■ Task goal
Return every line of the data that contains the string "this".

■ Exercise data
———
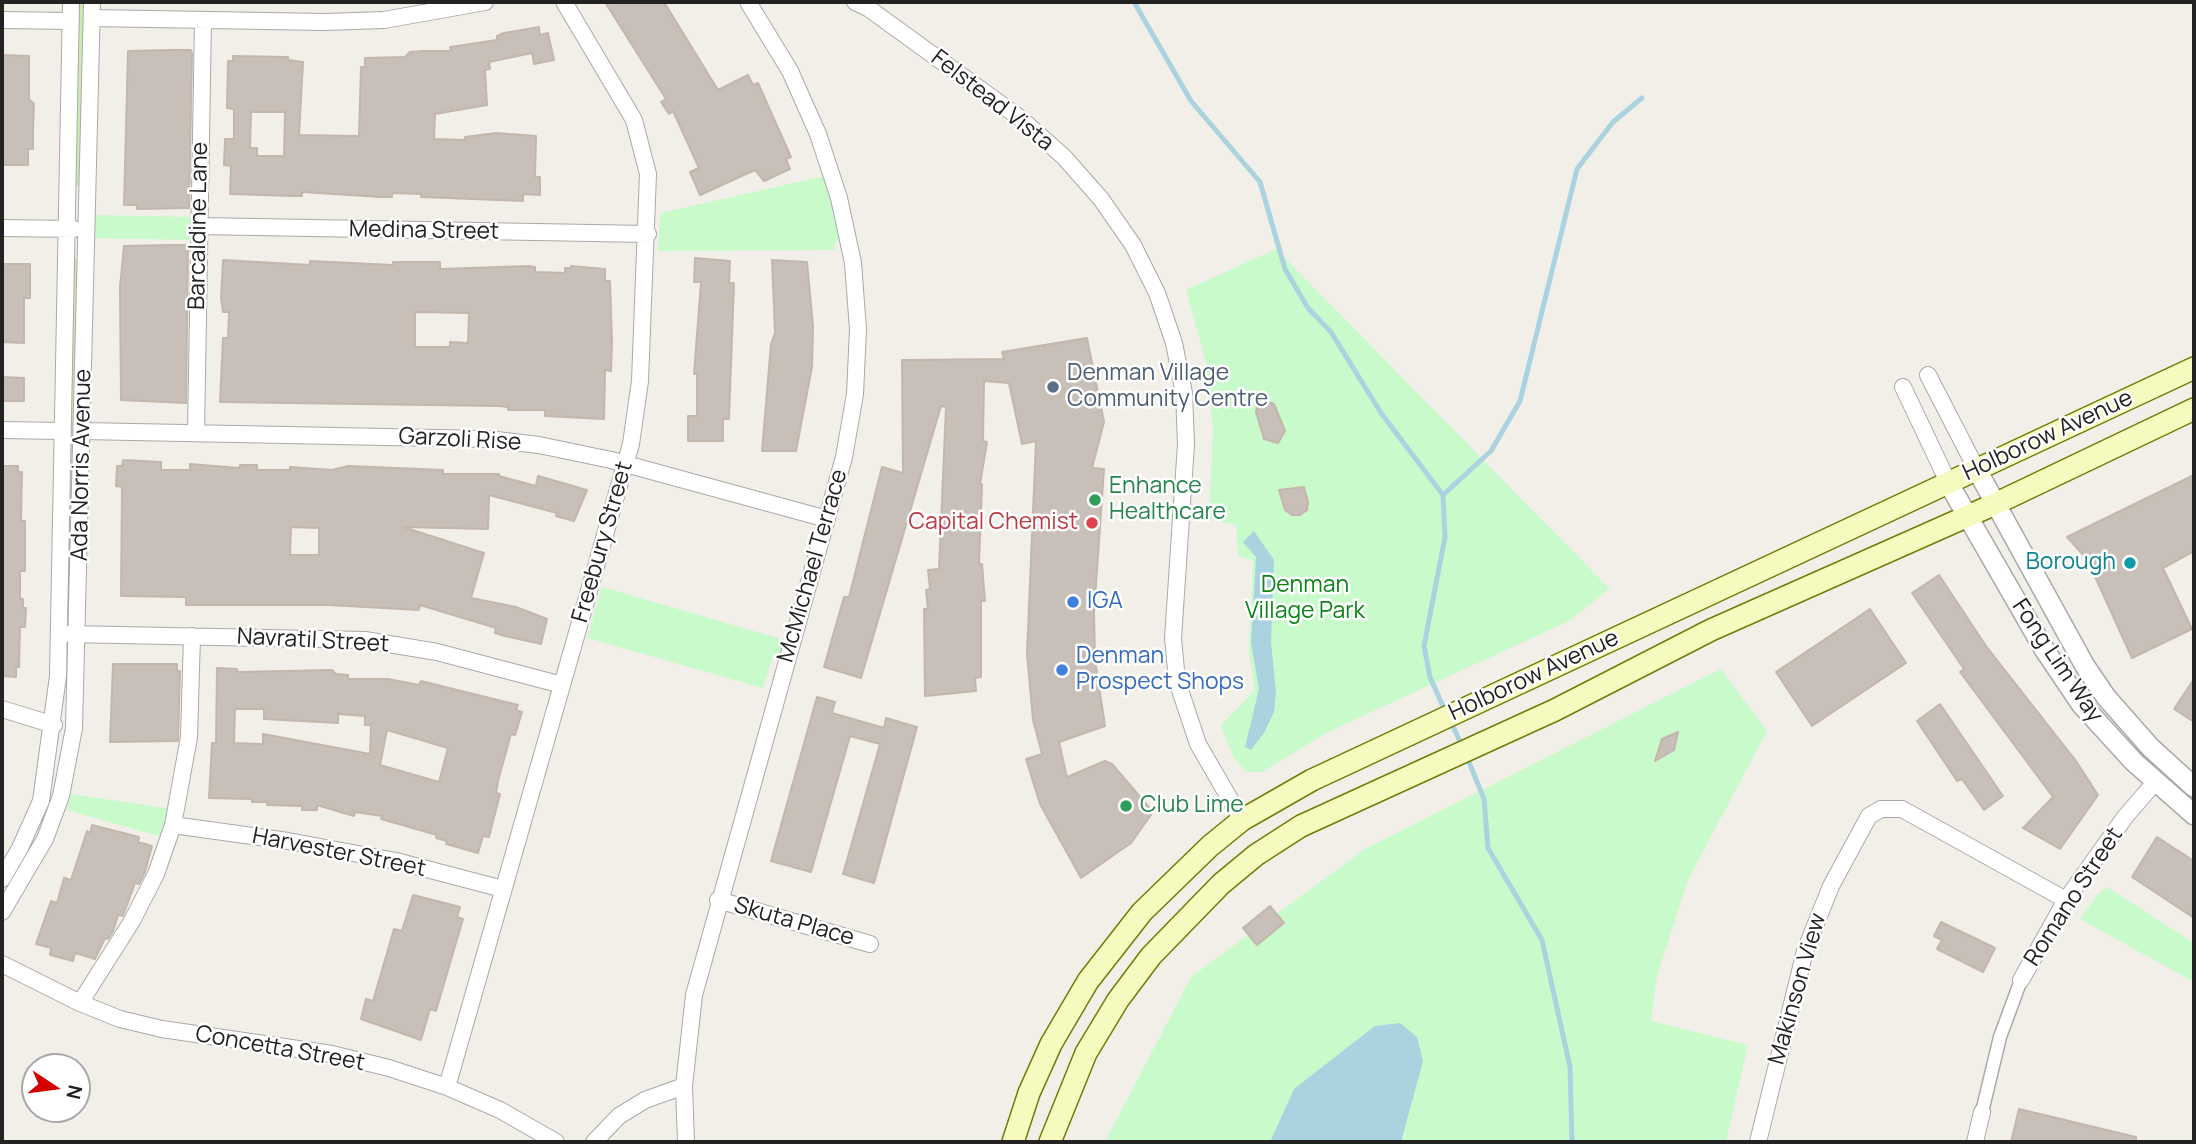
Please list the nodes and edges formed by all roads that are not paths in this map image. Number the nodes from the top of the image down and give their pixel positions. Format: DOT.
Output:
———
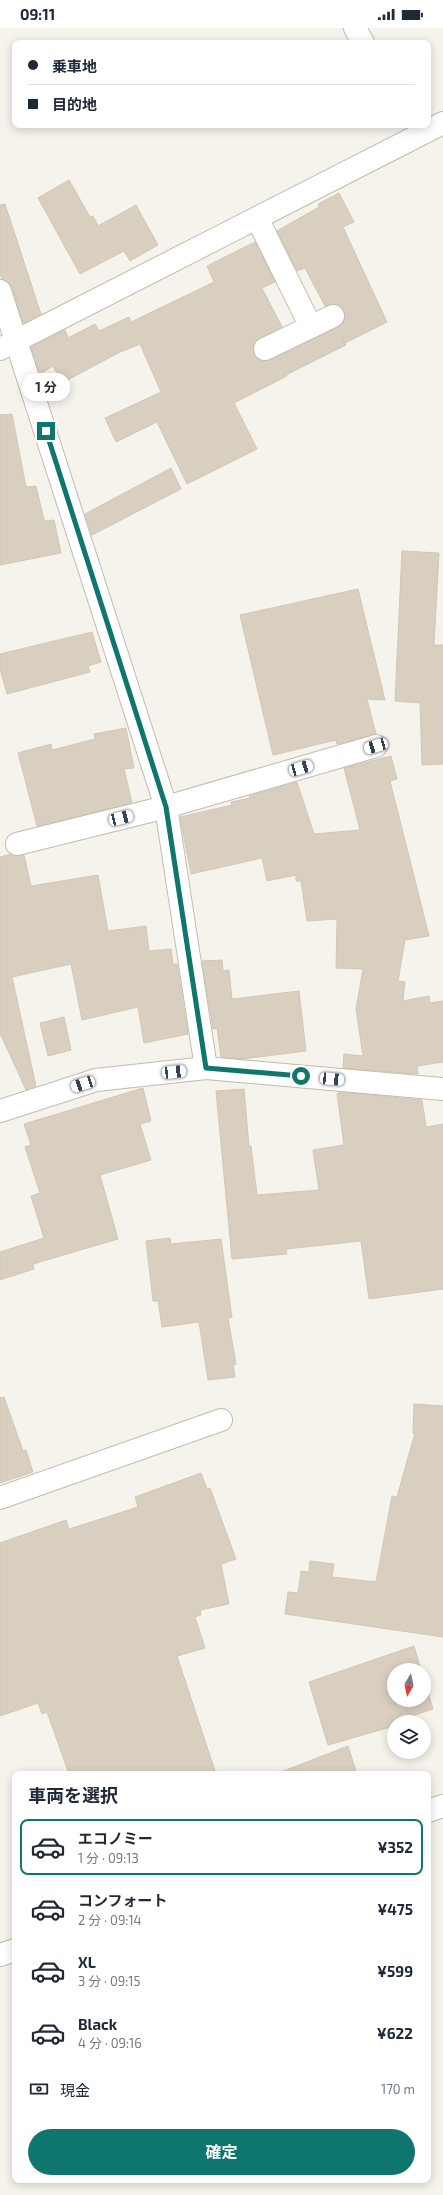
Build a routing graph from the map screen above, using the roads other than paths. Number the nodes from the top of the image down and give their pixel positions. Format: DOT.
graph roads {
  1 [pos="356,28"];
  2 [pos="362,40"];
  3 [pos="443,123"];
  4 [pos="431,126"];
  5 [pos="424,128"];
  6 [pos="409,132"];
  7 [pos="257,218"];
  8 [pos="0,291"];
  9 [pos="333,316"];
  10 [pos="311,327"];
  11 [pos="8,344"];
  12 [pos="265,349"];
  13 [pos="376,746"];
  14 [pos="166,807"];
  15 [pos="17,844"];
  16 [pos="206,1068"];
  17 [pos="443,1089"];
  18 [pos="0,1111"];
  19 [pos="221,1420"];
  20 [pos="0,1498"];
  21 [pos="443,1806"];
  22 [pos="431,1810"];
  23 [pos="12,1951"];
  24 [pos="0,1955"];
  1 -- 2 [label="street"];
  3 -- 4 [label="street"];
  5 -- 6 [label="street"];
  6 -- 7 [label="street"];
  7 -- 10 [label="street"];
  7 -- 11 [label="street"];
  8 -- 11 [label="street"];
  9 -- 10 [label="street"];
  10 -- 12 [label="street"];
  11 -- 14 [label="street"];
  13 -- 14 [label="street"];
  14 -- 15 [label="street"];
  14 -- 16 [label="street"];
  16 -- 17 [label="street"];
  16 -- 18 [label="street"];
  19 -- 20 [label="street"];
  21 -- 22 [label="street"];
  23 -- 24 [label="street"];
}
———
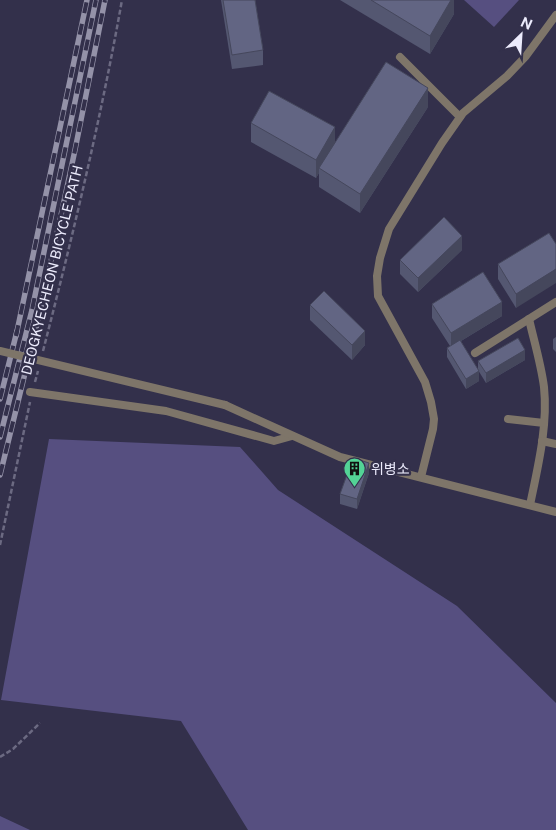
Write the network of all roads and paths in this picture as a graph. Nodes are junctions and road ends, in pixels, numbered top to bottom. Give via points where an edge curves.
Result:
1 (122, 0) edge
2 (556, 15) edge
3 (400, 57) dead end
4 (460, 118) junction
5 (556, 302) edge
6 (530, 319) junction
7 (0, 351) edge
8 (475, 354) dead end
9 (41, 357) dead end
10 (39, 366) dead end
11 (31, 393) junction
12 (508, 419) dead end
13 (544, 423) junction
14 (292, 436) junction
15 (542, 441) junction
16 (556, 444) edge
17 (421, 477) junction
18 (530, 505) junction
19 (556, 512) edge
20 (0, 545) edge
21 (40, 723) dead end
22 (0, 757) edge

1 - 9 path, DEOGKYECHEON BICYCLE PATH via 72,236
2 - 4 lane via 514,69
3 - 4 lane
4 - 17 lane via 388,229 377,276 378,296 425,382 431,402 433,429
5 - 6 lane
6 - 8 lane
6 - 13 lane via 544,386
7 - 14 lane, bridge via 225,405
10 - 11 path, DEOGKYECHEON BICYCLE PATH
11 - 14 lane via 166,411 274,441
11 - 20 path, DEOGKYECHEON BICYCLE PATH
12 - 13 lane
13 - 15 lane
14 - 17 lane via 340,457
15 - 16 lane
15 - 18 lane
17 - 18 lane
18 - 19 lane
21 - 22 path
———
■ Exercise response
Please list the nodes and edges formed by all roads that are not paths in this map image. Number the nodes from the top of the image down and give their pixel positions. Format: DOT.
Write the network of all roads and paths in this picture as a graph. Nodes are junctions and road ends, in pixels, numbered top to bottom. Give via points where an edge curves.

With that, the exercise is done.